Task instructions:
The response should be the complete listing below, unchanged.

Dataset extract:

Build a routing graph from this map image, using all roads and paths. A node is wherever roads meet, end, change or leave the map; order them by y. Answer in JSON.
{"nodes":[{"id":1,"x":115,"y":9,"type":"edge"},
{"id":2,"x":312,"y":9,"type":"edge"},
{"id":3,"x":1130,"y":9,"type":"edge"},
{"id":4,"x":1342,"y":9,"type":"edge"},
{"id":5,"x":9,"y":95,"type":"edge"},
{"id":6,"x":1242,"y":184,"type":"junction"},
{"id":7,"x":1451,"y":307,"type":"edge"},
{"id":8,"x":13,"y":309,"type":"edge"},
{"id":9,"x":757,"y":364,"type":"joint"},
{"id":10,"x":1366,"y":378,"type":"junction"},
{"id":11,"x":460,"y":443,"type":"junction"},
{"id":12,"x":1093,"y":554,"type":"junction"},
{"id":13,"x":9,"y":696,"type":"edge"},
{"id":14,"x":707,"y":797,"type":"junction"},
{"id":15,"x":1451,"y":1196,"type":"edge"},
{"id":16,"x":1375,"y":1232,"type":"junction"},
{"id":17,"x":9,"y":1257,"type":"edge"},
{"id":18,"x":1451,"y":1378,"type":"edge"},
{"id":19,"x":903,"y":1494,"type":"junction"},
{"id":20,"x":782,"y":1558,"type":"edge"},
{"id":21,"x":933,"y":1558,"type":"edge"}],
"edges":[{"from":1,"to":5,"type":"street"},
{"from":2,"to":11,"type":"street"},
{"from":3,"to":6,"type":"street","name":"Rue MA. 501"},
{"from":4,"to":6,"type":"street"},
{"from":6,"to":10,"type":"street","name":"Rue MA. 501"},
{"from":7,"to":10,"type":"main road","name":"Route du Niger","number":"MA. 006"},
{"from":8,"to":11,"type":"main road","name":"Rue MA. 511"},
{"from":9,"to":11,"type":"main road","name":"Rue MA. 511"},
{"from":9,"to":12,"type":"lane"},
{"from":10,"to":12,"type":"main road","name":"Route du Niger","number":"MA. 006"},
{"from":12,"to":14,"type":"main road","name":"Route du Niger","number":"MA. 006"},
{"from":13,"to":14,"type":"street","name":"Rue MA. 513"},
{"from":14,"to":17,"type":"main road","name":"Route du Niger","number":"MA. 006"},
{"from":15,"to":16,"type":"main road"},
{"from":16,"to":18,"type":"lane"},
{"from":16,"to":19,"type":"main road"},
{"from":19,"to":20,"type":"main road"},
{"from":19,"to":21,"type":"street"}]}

Response area:
Build a routing graph from this map image, using all roads and paths. A node is wherever roads meet, end, change or leave the map; order them by y. Answer in JSON.
{"nodes":[{"id":1,"x":115,"y":9,"type":"edge"},
{"id":2,"x":312,"y":9,"type":"edge"},
{"id":3,"x":1130,"y":9,"type":"edge"},
{"id":4,"x":1342,"y":9,"type":"edge"},
{"id":5,"x":9,"y":95,"type":"edge"},
{"id":6,"x":1242,"y":184,"type":"junction"},
{"id":7,"x":1451,"y":307,"type":"edge"},
{"id":8,"x":13,"y":309,"type":"edge"},
{"id":9,"x":757,"y":364,"type":"joint"},
{"id":10,"x":1366,"y":378,"type":"junction"},
{"id":11,"x":460,"y":443,"type":"junction"},
{"id":12,"x":1093,"y":554,"type":"junction"},
{"id":13,"x":9,"y":696,"type":"edge"},
{"id":14,"x":707,"y":797,"type":"junction"},
{"id":15,"x":1451,"y":1196,"type":"edge"},
{"id":16,"x":1375,"y":1232,"type":"junction"},
{"id":17,"x":9,"y":1257,"type":"edge"},
{"id":18,"x":1451,"y":1378,"type":"edge"},
{"id":19,"x":903,"y":1494,"type":"junction"},
{"id":20,"x":782,"y":1558,"type":"edge"},
{"id":21,"x":933,"y":1558,"type":"edge"}],
"edges":[{"from":1,"to":5,"type":"street"},
{"from":2,"to":11,"type":"street"},
{"from":3,"to":6,"type":"street","name":"Rue MA. 501"},
{"from":4,"to":6,"type":"street"},
{"from":6,"to":10,"type":"street","name":"Rue MA. 501"},
{"from":7,"to":10,"type":"main road","name":"Route du Niger","number":"MA. 006"},
{"from":8,"to":11,"type":"main road","name":"Rue MA. 511"},
{"from":9,"to":11,"type":"main road","name":"Rue MA. 511"},
{"from":9,"to":12,"type":"lane"},
{"from":10,"to":12,"type":"main road","name":"Route du Niger","number":"MA. 006"},
{"from":12,"to":14,"type":"main road","name":"Route du Niger","number":"MA. 006"},
{"from":13,"to":14,"type":"street","name":"Rue MA. 513"},
{"from":14,"to":17,"type":"main road","name":"Route du Niger","number":"MA. 006"},
{"from":15,"to":16,"type":"main road"},
{"from":16,"to":18,"type":"lane"},
{"from":16,"to":19,"type":"main road"},
{"from":19,"to":20,"type":"main road"},
{"from":19,"to":21,"type":"street"}]}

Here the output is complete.